Book Review: The Mind's Eye

This week I jumped into vision and neuroscience through the book The Mind's Eye by Oliver Sacks.

I had heard of Oliver Sacks and his book Musicophilia before but hadn't read his work. This book The Mind's Eye explores specific examples of unusual visual cases including lose of object recognition after stroke, depth perception, and color and facial blindness. Though it's a scientific topic he keeps the text accessible and engaging. The examples are descriptive and narrative, following specific individuals through their experiences.

Of course, given my work in visual art, I get quite curious about how our eyes and brain work together to perceive our world. I've also had students with similar challenges and it was interesting learning how to help them express themselves visually. 

A fascinating chapter to me was that of facial blindness. I've been doing a lot of portraits in recent years and find faces so wonderful! There is just so much said in a portrait I am perfectly content leaving my drawings without backgrounds or even fitting the body in the canvas. The face alone says enough. 

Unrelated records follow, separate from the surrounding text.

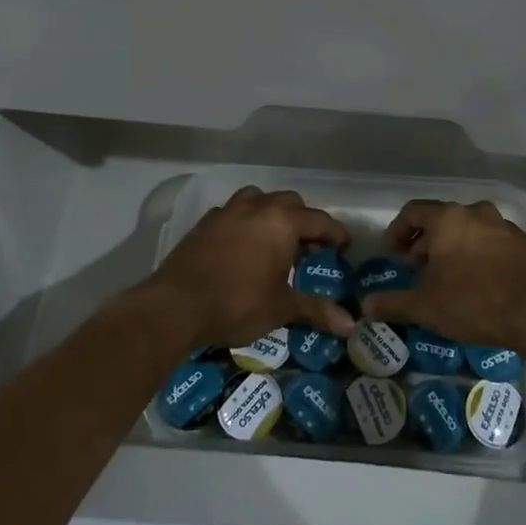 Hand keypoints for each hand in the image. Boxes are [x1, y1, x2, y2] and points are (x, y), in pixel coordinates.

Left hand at [144, 187, 354, 344]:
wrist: (175, 306)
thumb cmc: (236, 304)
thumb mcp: (281, 308)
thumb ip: (316, 310)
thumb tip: (351, 325)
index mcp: (282, 222)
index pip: (320, 221)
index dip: (336, 234)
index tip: (344, 248)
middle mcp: (257, 207)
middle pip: (291, 202)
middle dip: (305, 221)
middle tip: (310, 248)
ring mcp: (227, 211)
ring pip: (259, 199)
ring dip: (272, 214)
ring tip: (275, 241)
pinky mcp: (205, 223)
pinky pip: (233, 212)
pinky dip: (245, 222)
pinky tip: (242, 246)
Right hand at [360, 199, 525, 349]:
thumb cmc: (474, 301)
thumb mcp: (426, 306)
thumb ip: (393, 302)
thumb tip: (365, 305)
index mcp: (448, 218)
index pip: (412, 212)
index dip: (396, 232)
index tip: (391, 256)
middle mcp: (476, 213)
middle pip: (441, 220)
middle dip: (424, 244)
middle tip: (417, 272)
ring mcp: (505, 227)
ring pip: (468, 231)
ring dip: (453, 250)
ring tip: (447, 280)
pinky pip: (492, 244)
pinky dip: (478, 257)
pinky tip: (479, 285) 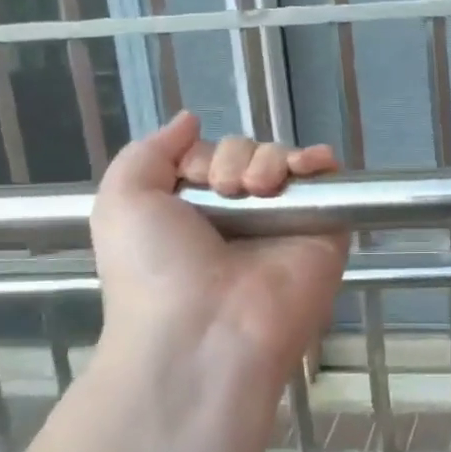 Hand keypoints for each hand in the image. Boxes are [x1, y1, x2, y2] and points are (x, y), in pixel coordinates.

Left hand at [91, 113, 348, 398]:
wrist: (205, 331)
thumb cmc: (154, 269)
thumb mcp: (122, 202)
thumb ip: (148, 151)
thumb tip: (190, 120)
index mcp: (197, 211)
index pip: (212, 155)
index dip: (204, 154)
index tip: (195, 178)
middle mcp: (243, 216)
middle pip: (250, 153)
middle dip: (235, 158)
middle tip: (228, 191)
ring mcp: (285, 223)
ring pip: (285, 161)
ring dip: (269, 160)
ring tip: (258, 190)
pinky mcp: (324, 232)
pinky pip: (329, 181)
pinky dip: (320, 161)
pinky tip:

Apparently, people with facial blindness have an underutilized portion of their brain in the lower right hemisphere. They recognize people through characteristics aside from their face; like their accent, how they style their hair, how they walk etc... They can see the different facial features and can remember them, they just can't put all of them together to create the face of a person.

I've mentioned this before but these are more reasons why I love drawing portraits. They are so complex and challenging both to create and to look at. Not many painting subjects activate more than one part of the brain. 

These stories of facial blindness don't surprise me though. I live in a house with dyslexics. My guys have excellent comprehension skills. They have great vocabularies but can't put letters together to spell the words. This feels similar to those with facial blindness they can see the features they just can't put them together in their brain and label that combination to equal ____ person.

This book is non-fiction and scientific but the case studies are written more like short stories. So if the overarching topic is of interest to you then you will probably like the book regardless of which genre of book you tend to read.